Un article du Dossier

État des lieux de la presse libanaise

La presse libanaise est régie par la loi de 1962, modifiée en 1977 dans sa partie relative à la censure et aux infractions. Désuète, inadaptée et floue, la loi laisse la porte ouverte à toutes les interprétations et des pans entiers n’en sont pas, ou très peu, appliqués.

La presse libanaise est réglementée en grande partie par la loi du 14 septembre 1962 sur les imprimés. Cette loi, à l’image de la loi française dont elle est inspirée, régit l’imprimerie, les maisons d’édition, les librairies, les publications ordinaires (livres, brochures, etc.) et les publications de presse (journaux, magasines, revues, etc.). Elle ne concerne que la presse écrite ; la presse audiovisuelle dépend, quant à elle, de la loi 382 de 1994 ; et la presse sur Internet… ne dépend d’aucune loi. « L’objectif d’une loi sur la presse, explique Michel Kadige, avocat à la Cour et professeur en droit des médias à l’USJ, est d’encadrer le fonctionnement de la profession et d’en sanctionner les abus. »

La loi de 1962 définit donc la publication de presse, le statut de journaliste, elle instaure les syndicats de la presse et elle réglemente les délits de presse.

La publication de presse est définie comme étant une publication périodique, nécessitant une licence, politique et apolitique. « L’une des spécificités de la loi libanaise, s’amuse Kadige, est qu’un quotidien ne peut être que politique. » Inutile donc de chercher l’équivalent de L’Équipe, le quotidien sportif français, au Liban, il n’existe pas.

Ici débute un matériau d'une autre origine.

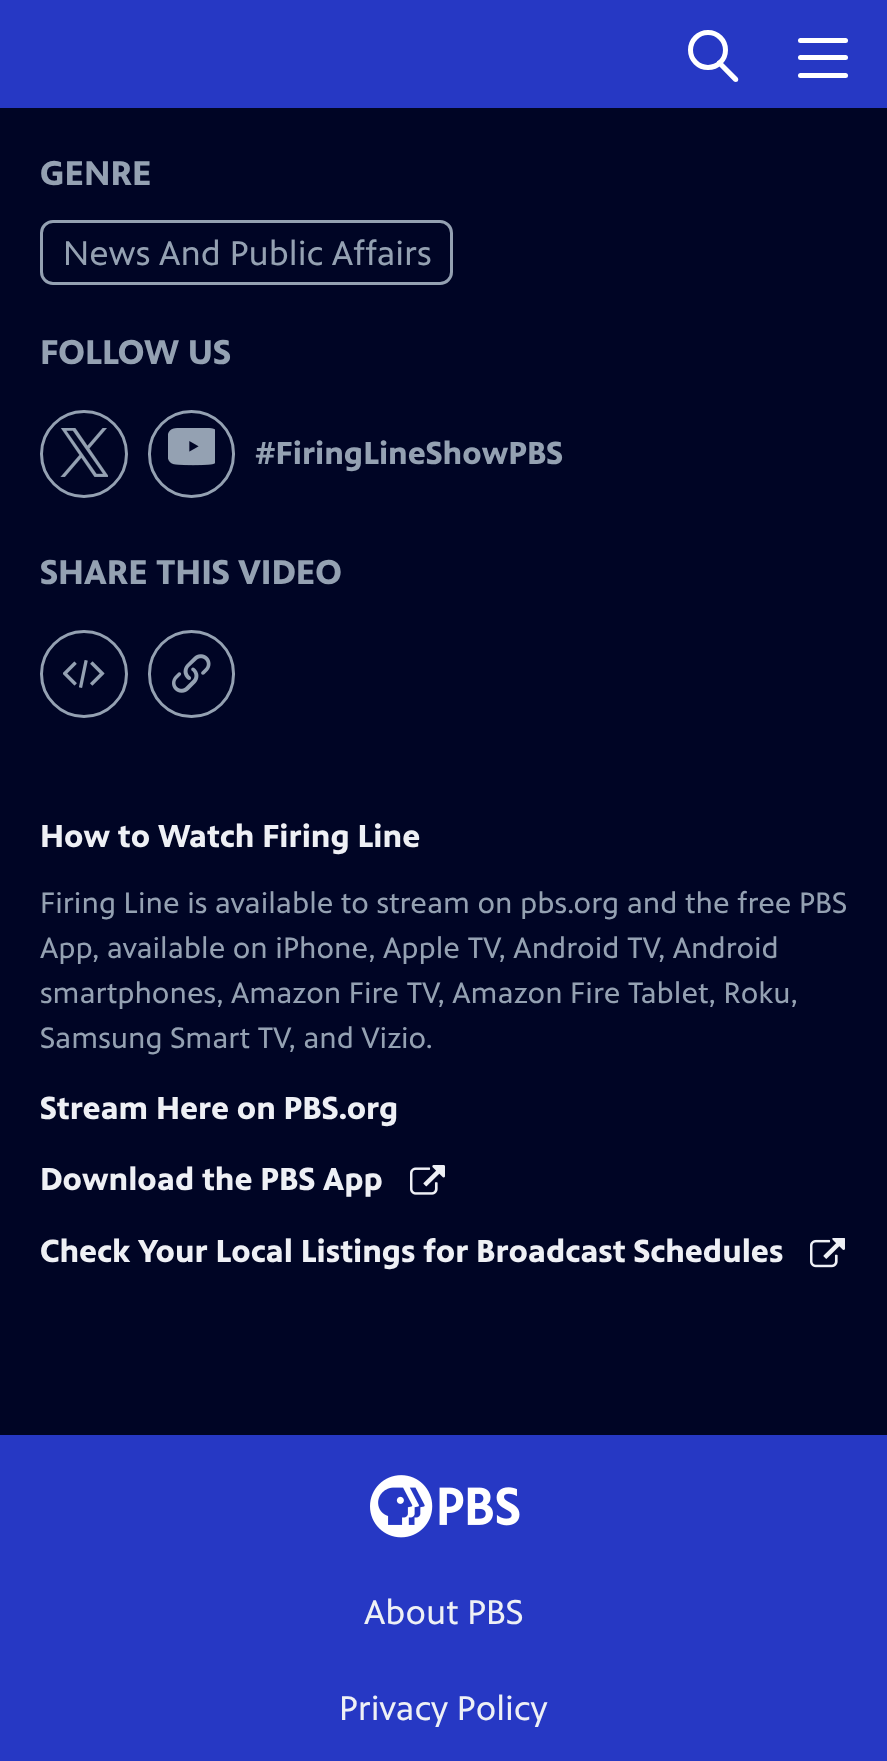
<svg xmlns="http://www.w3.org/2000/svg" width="887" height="1761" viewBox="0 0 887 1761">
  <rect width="100%" height="100%" fill="#000525"/>
  <rect x="0" y="0" width="887" height="108" fill="#2638c4"/>
  <circle cx="708" cy="50" r="17.5" fill="none" stroke="#ffffff" stroke-width="5"/>
  <path d="M734 81.5L717.5 64.5C716.5 63.5 716.5 62 717.5 61C718.5 60 720 60 721 61L737.5 77.5C738.5 78.5 738.5 80.5 737.5 81.5C736.5 82 735 82 734 81.5Z" fill="#ffffff"/>
  <rect x="798" y="38" width="50" height="5" rx="2.5" fill="#ffffff"/>
  <rect x="798" y="55" width="50" height="5" rx="2.5" fill="#ffffff"/>
  <rect x="798" y="73" width="50" height="5" rx="2.5" fill="#ffffff"/>
  <text x="40" y="185" font-family="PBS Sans" font-size="35" font-weight="bold" fill="#94a1b2">GENRE</text>
  <rect x="41.5" y="221.5" width="410" height="62" rx="11.5" fill="none" stroke="#94a1b2" stroke-width="3"/>
  <text x="63" y="265" font-family="PBS Sans" font-size="35" fill="#94a1b2">News And Public Affairs</text>
  <text x="40" y="364" font-family="PBS Sans" font-size="35" font-weight="bold" fill="#94a1b2">FOLLOW US</text>
  <circle cx="84" cy="454" r="42.5" fill="none" stroke="#94a1b2" stroke-width="3"/>
  <image x="60" y="428" width="48" height="49" href="img1.png"/>
  <rect x="149.5" y="411.5" width="84" height="85" rx="42" fill="none" stroke="#94a1b2" stroke-width="3"/>
  <image x="168" y="428" width="47" height="38" href="img2.png"/>
  <text x="255" y="464" font-family="PBS Sans" font-size="32.5" font-weight="bold" fill="#94a1b2">#FiringLineShowPBS</text>
  <text x="40" y="584" font-family="PBS Sans" font-size="35" font-weight="bold" fill="#94a1b2">SHARE THIS VIDEO</text>
  <circle cx="84" cy="674" r="42.5" fill="none" stroke="#94a1b2" stroke-width="3"/>
  <image x="63" y="660" width="42" height="28" href="img3.png"/>
  <rect x="149.5" y="631.5" width="84" height="85" rx="42" fill="none" stroke="#94a1b2" stroke-width="3"/>
  <image x="172" y="654" width="39" height="39" href="img4.png"/>
  <text x="40" y="847" font-family="PBS Sans" font-size="32.5" font-weight="bold" fill="#eef0f5">How to Watch Firing Line</text>
  <text x="40" y="913" font-family="PBS Sans" font-size="30" fill="#94a1b2">Firing Line is available to stream on pbs.org and the free PBS</text>
  <text x="40" y="958" font-family="PBS Sans" font-size="30" fill="#94a1b2">App, available on iPhone, Apple TV, Android TV, Android</text>
  <text x="40" y="1003" font-family="PBS Sans" font-size="30" fill="#94a1b2">smartphones, Amazon Fire TV, Amazon Fire Tablet, Roku,</text>
  <text x="40" y="1048" font-family="PBS Sans" font-size="30" fill="#94a1b2">Samsung Smart TV, and Vizio.</text>
  <text x="40" y="1119" font-family="PBS Sans" font-size="32.5" font-weight="bold" fill="#eef0f5">Stream Here on PBS.org</text>
  <text x="40" y="1190" font-family="PBS Sans" font-size="32.5" font-weight="bold" fill="#eef0f5">Download the PBS App</text>
  <image x="410" y="1165" width="35" height="30" href="img5.png"/>
  <text x="40" y="1262" font-family="PBS Sans" font-size="32.5" font-weight="bold" fill="#eef0f5">Check Your Local Listings for Broadcast Schedules</text>
  <image x="810" y="1238" width="35" height="30" href="img6.png"/>
  <rect x="0" y="1435" width="887" height="326" fill="#2638c4"/>
  <image x="370" y="1475" width="150" height="63" href="img7.png"/>
  <text x="364" y="1624" font-family="PBS Sans" font-size="35" fill="#eef0f5">About PBS</text>
  <text x="339" y="1720" font-family="PBS Sans" font-size="35" fill="#eef0f5">Privacy Policy</text>
</svg>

Licence et nationalité libanaise obligatoires

Toute publication de presse doit obtenir une licence, délivrée par le ministère de l’Information et publiée au Journal Officiel, dont les conditions varient en fonction du statut du propriétaire. Sa caractéristique principale est de maintenir la propriété des parutions dans les mains de Libanais, que ce  soient des personnes physiques ou morales. À noter que  si le prince saoudien al-Walid ben Talal est au capital de plusieurs titres libanais, dont le Nahar, c’est parce qu’il a la nationalité libanaise, via sa mère Mona el-Solh, fille de l’ancien Premier ministre libanais Riad el-Solh. 

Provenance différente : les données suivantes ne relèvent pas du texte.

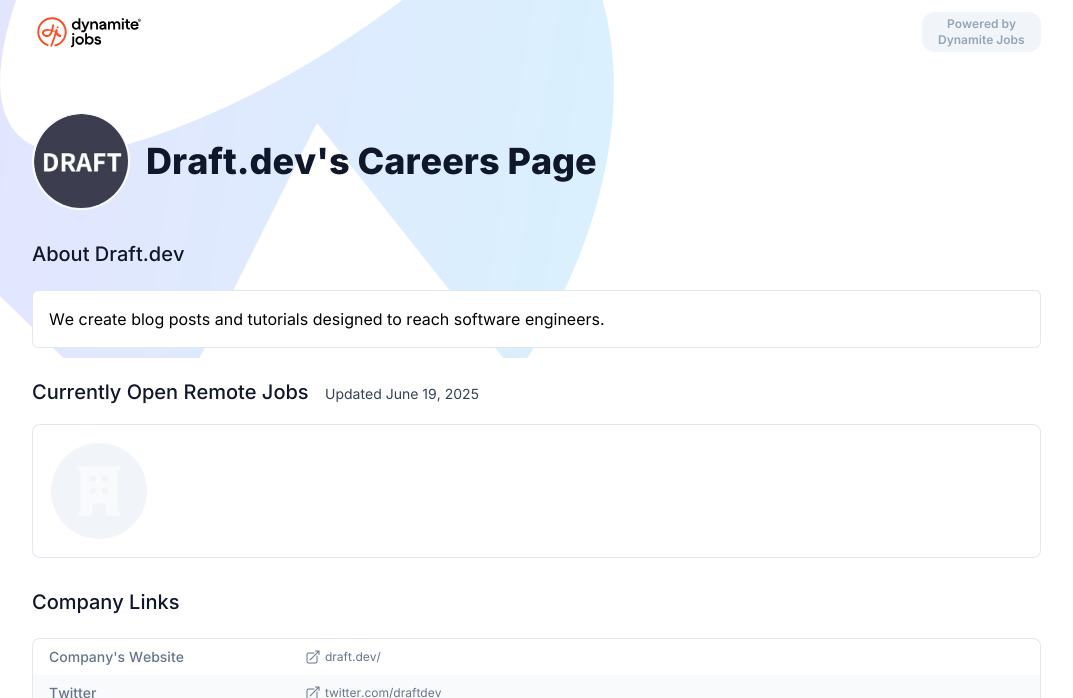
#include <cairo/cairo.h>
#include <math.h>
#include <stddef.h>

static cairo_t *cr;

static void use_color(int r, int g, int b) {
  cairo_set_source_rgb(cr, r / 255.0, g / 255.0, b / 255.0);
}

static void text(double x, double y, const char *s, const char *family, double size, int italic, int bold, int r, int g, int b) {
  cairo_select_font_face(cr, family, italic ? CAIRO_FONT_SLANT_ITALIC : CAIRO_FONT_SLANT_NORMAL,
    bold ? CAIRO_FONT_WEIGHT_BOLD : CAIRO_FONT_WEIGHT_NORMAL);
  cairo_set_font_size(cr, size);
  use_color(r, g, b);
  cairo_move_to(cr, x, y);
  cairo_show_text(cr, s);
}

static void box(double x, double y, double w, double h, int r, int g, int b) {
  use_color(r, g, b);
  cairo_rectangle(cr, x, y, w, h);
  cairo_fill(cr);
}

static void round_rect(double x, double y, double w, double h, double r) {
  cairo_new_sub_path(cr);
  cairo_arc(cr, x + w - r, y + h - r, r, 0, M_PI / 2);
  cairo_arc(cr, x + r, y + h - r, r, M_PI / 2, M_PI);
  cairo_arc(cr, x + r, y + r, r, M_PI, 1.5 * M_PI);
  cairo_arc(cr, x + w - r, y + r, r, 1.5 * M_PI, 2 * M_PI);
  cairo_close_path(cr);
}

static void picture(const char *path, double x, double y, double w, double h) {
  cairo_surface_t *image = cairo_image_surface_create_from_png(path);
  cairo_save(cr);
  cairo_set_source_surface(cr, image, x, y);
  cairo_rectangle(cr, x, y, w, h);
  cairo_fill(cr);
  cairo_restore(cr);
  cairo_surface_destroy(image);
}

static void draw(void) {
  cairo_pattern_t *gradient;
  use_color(255, 255, 255);
  cairo_paint(cr);
  cairo_save(cr);
  cairo_rectangle(cr, 0, 0, 1073, 358);
  cairo_clip(cr);
  gradient = cairo_pattern_create_linear(727, 15, -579, -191);
  cairo_pattern_add_color_stop_rgba(gradient, 0, 0.847, 0.949, 0.996, 1);
  cairo_pattern_add_color_stop_rgba(gradient, 1, 0.925, 0.855, 0.996, 1);
  cairo_set_source(cr, gradient);
  cairo_pattern_destroy(gradient);
  cairo_set_fill_rule(cr, CAIRO_FILL_RULE_EVEN_ODD);
  cairo_new_path(cr);
  cairo_move_to(cr, -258, 45);
  cairo_line_to(cr, 62, -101);
  cairo_curve_to(cr, -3, 14, -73, 222, 171, 130);
  cairo_curve_to(cr, 297, 82, 382, 16, 442, -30);
  cairo_curve_to(cr, 494, -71, 527, -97, 554, -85);
  cairo_line_to(cr, 561, -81);
  cairo_curve_to(cr, 575, -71, 587, -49, 599, -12);
  cairo_curve_to(cr, 637, 107, 595, 234, 552, 315);
  cairo_line_to(cr, 532, 351);
  cairo_line_to(cr, 516, 374);
  cairo_line_to(cr, 317, 123);
  cairo_line_to(cr, 155, 447);
  cairo_close_path(cr);
  cairo_move_to(cr, -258, 45);
  cairo_line_to(cr, -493, -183);
  cairo_line_to(cr, -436, 126);
  cairo_close_path(cr);
  cairo_fill(cr);
  cairo_restore(cr);
  picture("img_01.png", 37, 17, 104, 31);
  use_color(241, 245, 249);
  round_rect(922, 12, 119, 40, 12);
  cairo_fill(cr);
  cairo_arc(cr, 81, 161, 48, 0, 2 * M_PI);
  use_color(255, 255, 255);
  cairo_stroke(cr);
  use_color(248, 250, 252);
  cairo_arc(cr, 81, 161, 47.5, 0, 2 * M_PI);
  cairo_fill_preserve(cr);
  use_color(241, 245, 249);
  cairo_set_line_width(cr, 1);
  cairo_stroke(cr);
  picture("img_02.png", 34, 114, 94, 94);
  use_color(255, 255, 255);
  round_rect(32.5, 290.5, 1008, 57, 5.5);
  cairo_fill_preserve(cr);
  use_color(226, 232, 240);
  cairo_stroke(cr);
  round_rect(32.5, 424.5, 1008, 133, 7.5);
  cairo_stroke(cr);
  use_color(241, 245, 249);
  cairo_arc(cr, 99, 491, 47.5, 0, 2 * M_PI);
  cairo_fill_preserve(cr);
  cairo_stroke(cr);
  picture("img_03.png", 77, 466, 44, 50);
  round_rect(32.5, 638.5, 1008, 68, 7.5);
  use_color(226, 232, 240);
  cairo_stroke(cr);
  picture("img_04.png", 306, 650, 14, 14);
  box(33, 675, 1007, 23, 248, 250, 252);
  picture("img_05.png", 306, 686, 14, 12);
  text(947, 28, "Powered by", "Inter SemiBold", 12, 0, 0, 148, 163, 184);
  text(938, 44, "Dynamite Jobs", "Inter SemiBold", 12, 0, 0, 148, 163, 184);
  text(146, 174, "Draft.dev's Careers Page", "Inter ExtraBold", 36, 0, 0, 15, 23, 42);
  text(32, 261, "About Draft.dev", "Inter Medium", 20, 0, 0, 15, 23, 42);
  text(49, 325, "We create blog posts and tutorials designed to reach software engineers.", "Inter", 16, 0, 0, 0, 0, 0);
  text(32, 399, "Currently Open Remote Jobs", "Inter Medium", 20, 0, 0, 15, 23, 42);
  text(325, 399, "Updated June 19, 2025", "Inter", 14, 0, 0, 51, 65, 85);
  text(32, 609, "Company Links", "Inter Medium", 20, 0, 0, 15, 23, 42);
  text(49, 662, "Company's Website", "Inter Medium", 14, 0, 0, 100, 116, 139);
  text(325, 661, "draft.dev/", "Inter", 12, 0, 0, 100, 116, 139);
  text(49, 698, "Twitter", "Inter Medium", 14, 0, 0, 100, 116, 139);
  text(325, 697, "twitter.com/draftdev", "Inter", 12, 0, 0, 100, 116, 139);
}

int main(void) {
  cairo_surface_t *surface = cairo_image_surface_create(CAIRO_FORMAT_RGB24, 1073, 698);
  cr = cairo_create(surface);
  cairo_font_options_t *options = cairo_font_options_create();
  cairo_font_options_set_hint_metrics(options, CAIRO_HINT_METRICS_OFF);
  cairo_font_options_set_hint_style(options, CAIRO_HINT_STYLE_NONE);
  cairo_set_font_options(cr, options);
  cairo_set_miter_limit(cr, 4);
  draw();
  cairo_surface_write_to_png(surface, "out.png");
  cairo_font_options_destroy(options);
  cairo_destroy(cr);
  cairo_surface_destroy(surface);
  return 0;
}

Une fois la licence obtenue, la parution doit respecter diverses obligations, dont celle de paraître, de publier certains renseignements (communément appelés l’ours) et de déposer des copies de ses tirages au parquet du lieu de parution, au ministère de l’Information, à la Bibliothèque nationale et à l’ordre de la presse. Ce dernier point est rarement respecté par les différents titres libanais.  Dans l’immense majorité des cas, ils contournent également l’esprit de la loi concernant l’obligation de nommer un directeur responsable devant les tribunaux : un simple journaliste, voire un “sous-fifre”, est désigné au lieu du rédacteur en chef. « Il faut bien protéger la parution en cas de problème », justifie le directeur d’un journal.

Si jamais la publication ne paraît pas trois mois de suite, la licence est retirée, sauf dérogation spéciale du ministre. « Dans la pratique, beaucoup de journaux se contentent de sortir un ou deux titres par an, pour pouvoir garder leur licence », affirme Tarek Mitri, le ministre de l’Information.

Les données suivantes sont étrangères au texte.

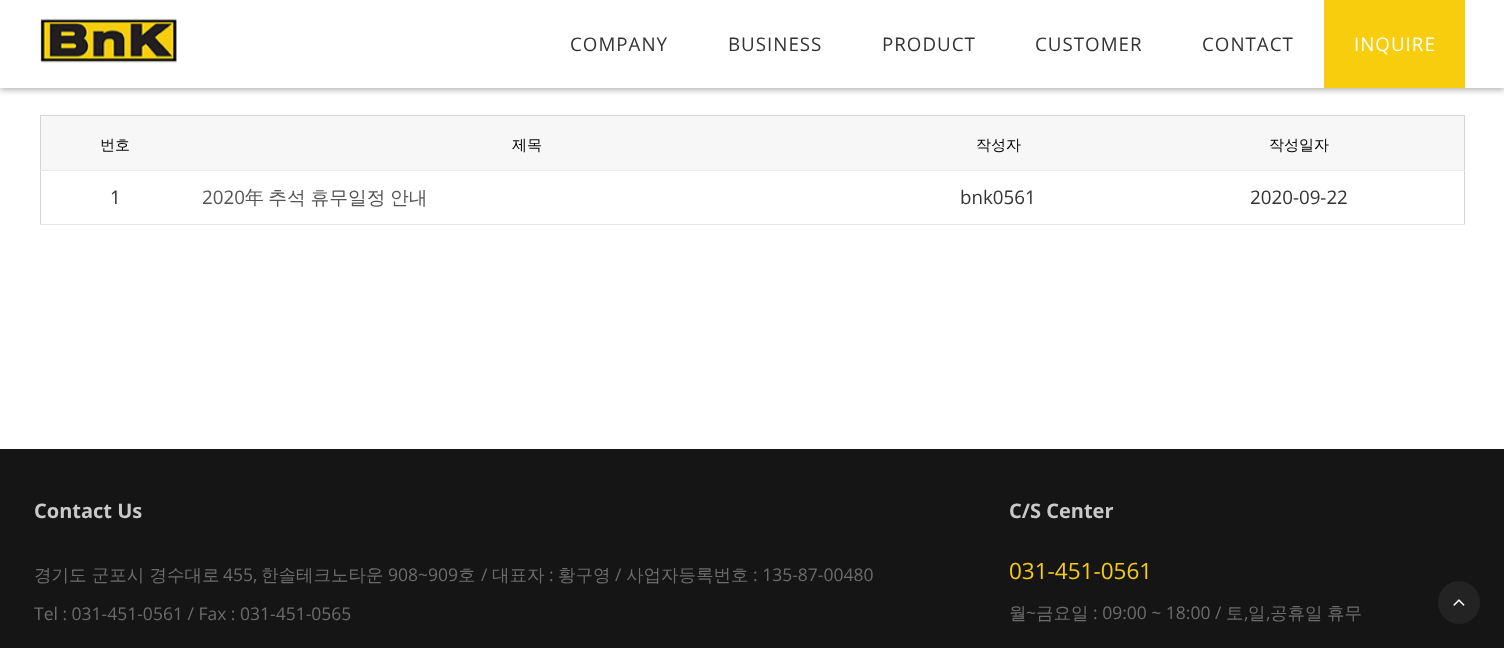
<!DOCTYPE html>
<meta charset="utf-8">
<style>body { margin: 0 } canvas { display: block }</style>
<canvas id="canvas" width="1504" height="648"></canvas>
<img id="img1" src="images/1.png" hidden>
<img id="img2" src="images/2.png" hidden>
<script>
window.onload = function () {
    const canvas = document.getElementById('canvas');
    const context = canvas.getContext('2d');
    context.miterLimit = 4;
    context.fontKerning = 'normal';

    context.fillStyle = 'rgb(255, 255, 255)';
    context.fillRect(0, 0, 1504, 648);
    context.fillStyle = 'rgba(0, 0, 0, 0.3)';
    context.filter = 'blur(3px)';
    context.beginPath();
    context.rect(0, 3, 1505, 87);
    context.fill();
    context.filter = 'none';
    context.fillStyle = 'rgb(255, 255, 255)';
    context.fillRect(0, 0, 1504, 88);
    context.drawImage(document.getElementById('img1'), 40, 18, 137, 45);
    context.fillStyle = 'rgb(247, 205, 14)';
    context.fillRect(1324, 0, 141, 88);
    context.fillStyle = 'rgb(212, 212, 212)';
    context.fillRect(40, 115, 1425, 1);
    context.fillRect(1464, 115, 1, 110);
    context.fillRect(40, 115, 1, 110);
    context.fillStyle = 'rgb(247, 247, 247)';
    context.fillRect(41, 116, 1423, 54);
    context.fillStyle = 'rgb(232, 232, 232)';
    context.fillRect(40, 170, 1425, 1);
    context.fillRect(40, 224, 1425, 1);
    context.fillStyle = 'rgb(21, 21, 21)';
    context.fillRect(0, 449, 1504, 199);
    context.fillStyle = 'rgb(35, 35, 35)';
    context.beginPath();
    context.roundRect(1438, 581, 42, 43, 21);
    context.fill();
    context.drawImage(document.getElementById('img2'), 1453, 599, 12, 7);
    context.letterSpacing = '1px';
    context.font = '18.75px Open Sans';
    context.fillStyle = 'rgb(51, 51, 51)';
    context.fillText('COMPANY', 570, 51);
    context.fillText('BUSINESS', 728, 51);
    context.fillText('PRODUCT', 882, 51);
    context.fillText('CUSTOMER', 1035, 51);
    context.fillText('CONTACT', 1202, 51);
    context.fillStyle = 'rgb(255, 255, 255)';
    context.fillText('INQUIRE', 1354, 51);
    context.letterSpacing = '0px';
    context.font = '500 15px WenQuanYi Zen Hei';
    context.fillStyle = 'rgb(0, 0, 0)';
    context.fillText('번호', 100, 150);
    context.fillText('제목', 512, 150);
    context.fillText('작성자', 976, 150);
    context.fillText('작성일자', 1269, 150);
    context.font = '18.75px Open Sans';
    context.fillStyle = 'rgb(51, 51, 51)';
    context.fillText('1', 110, 204);
    context.fillStyle = 'rgb(85, 85, 85)';
    context.fillText('2020', 202, 204);
    context.wordSpacing = '-1px';
    context.font = '500 18.75px WenQuanYi Zen Hei';
    context.fillText('年 추석 휴무일정 안내', 245, 204);
    context.wordSpacing = '0px';
    context.font = '18.75px Open Sans';
    context.fillStyle = 'rgb(51, 51, 51)';
    context.fillText('bnk0561', 960, 204);
    context.fillText('2020-09-22', 1250, 204);
    context.font = 'bold 20px Open Sans';
    context.fillStyle = 'rgb(201, 201, 201)';
    context.fillText('Contact Us', 34, 518);
    context.font = '500 17.5px WenQuanYi Zen Hei';
    context.fillStyle = 'rgb(108, 108, 108)';
    context.fillText('경기도 군포시 경수대로', 34, 581);
    context.font = '17.5px Open Sans';
    context.fillText('455,', 223, 581);
    context.font = '500 17.5px WenQuanYi Zen Hei';
    context.fillText('한솔테크노타운', 261, 581);
    context.font = '17.5px Open Sans';
    context.fillText('908~909', 388, 581);
    context.font = '500 17.5px WenQuanYi Zen Hei';
    context.fillText('호', 458, 581);
    context.font = '17.5px Open Sans';
    context.fillText('/', 481, 581);
    context.font = '500 17.5px WenQuanYi Zen Hei';
    context.fillText('대표자', 492, 581);
    context.font = '17.5px Open Sans';
    context.fillText(':', 549, 581);
    context.font = '500 17.5px WenQuanYi Zen Hei';
    context.fillText('황구영', 558, 581);
    context.font = '17.5px Open Sans';
    context.fillText('/', 615, 581);
    context.font = '500 17.5px WenQuanYi Zen Hei';
    context.fillText('사업자등록번호', 626, 581);
    context.font = '17.5px Open Sans';
    context.fillText(': 135-87-00480', 753, 581);
    context.fillText('Tel : 031-451-0561 / Fax : 031-451-0565', 34, 620);
    context.font = 'bold 20px Open Sans';
    context.fillStyle = 'rgb(201, 201, 201)';
    context.fillText('C/S Center', 1009, 518);
    context.font = '22.5px Open Sans';
    context.fillStyle = 'rgb(247, 205, 14)';
    context.fillText('031-451-0561', 1009, 579);
    context.font = '500 17.5px WenQuanYi Zen Hei';
    context.fillStyle = 'rgb(108, 108, 108)';
    context.fillText('월', 1009, 619);
    context.font = '17.5px Open Sans';
    context.fillText('~', 1026, 619);
    context.font = '500 17.5px WenQuanYi Zen Hei';
    context.fillText('금요일', 1036, 619);
    context.font = '17.5px Open Sans';
    context.fillText(': 09:00 ~ 18:00 /', 1093, 619);
    context.font = '500 17.5px WenQuanYi Zen Hei';
    context.fillText('토', 1226, 619);
    context.fillText('일', 1248, 619);
    context.fillText('공휴일', 1270, 619);
    context.fillText('휴무', 1327, 619);
    context.font = '17.5px Open Sans';
    context.fillText(',', 1244, 619);
    context.fillText(',', 1266, 619);
};
</script>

Un nombre limité de parutions politiques

Si le nombre de parutions apolitiques est illimité, celui des parutions politiques a, quant à lui, été limité avant la loi de 62 par le décret-loi n° 74 du 13 avril 1953. « Avant ce décret, la scène de la presse libanaise comptait près de 400 publications, politiques et apolitiques », souligne Mohammad Baalbaki, président de l’ordre de la presse. Le décret-loi de 1953 a prévu de ramener le nombre de quotidiens politiques à 25, dont au moins 15 en langue arabe, et le nombre de périodiques politiques à 20, dont au moins 12 en arabe. Il a été abrogé en 1983, avant d’être remis en vigueur en 1985. En vertu de ce décret, toute personne souhaitant lancer un nouveau quotidien sous un nouveau nom doit racheter deux licences en vigueur.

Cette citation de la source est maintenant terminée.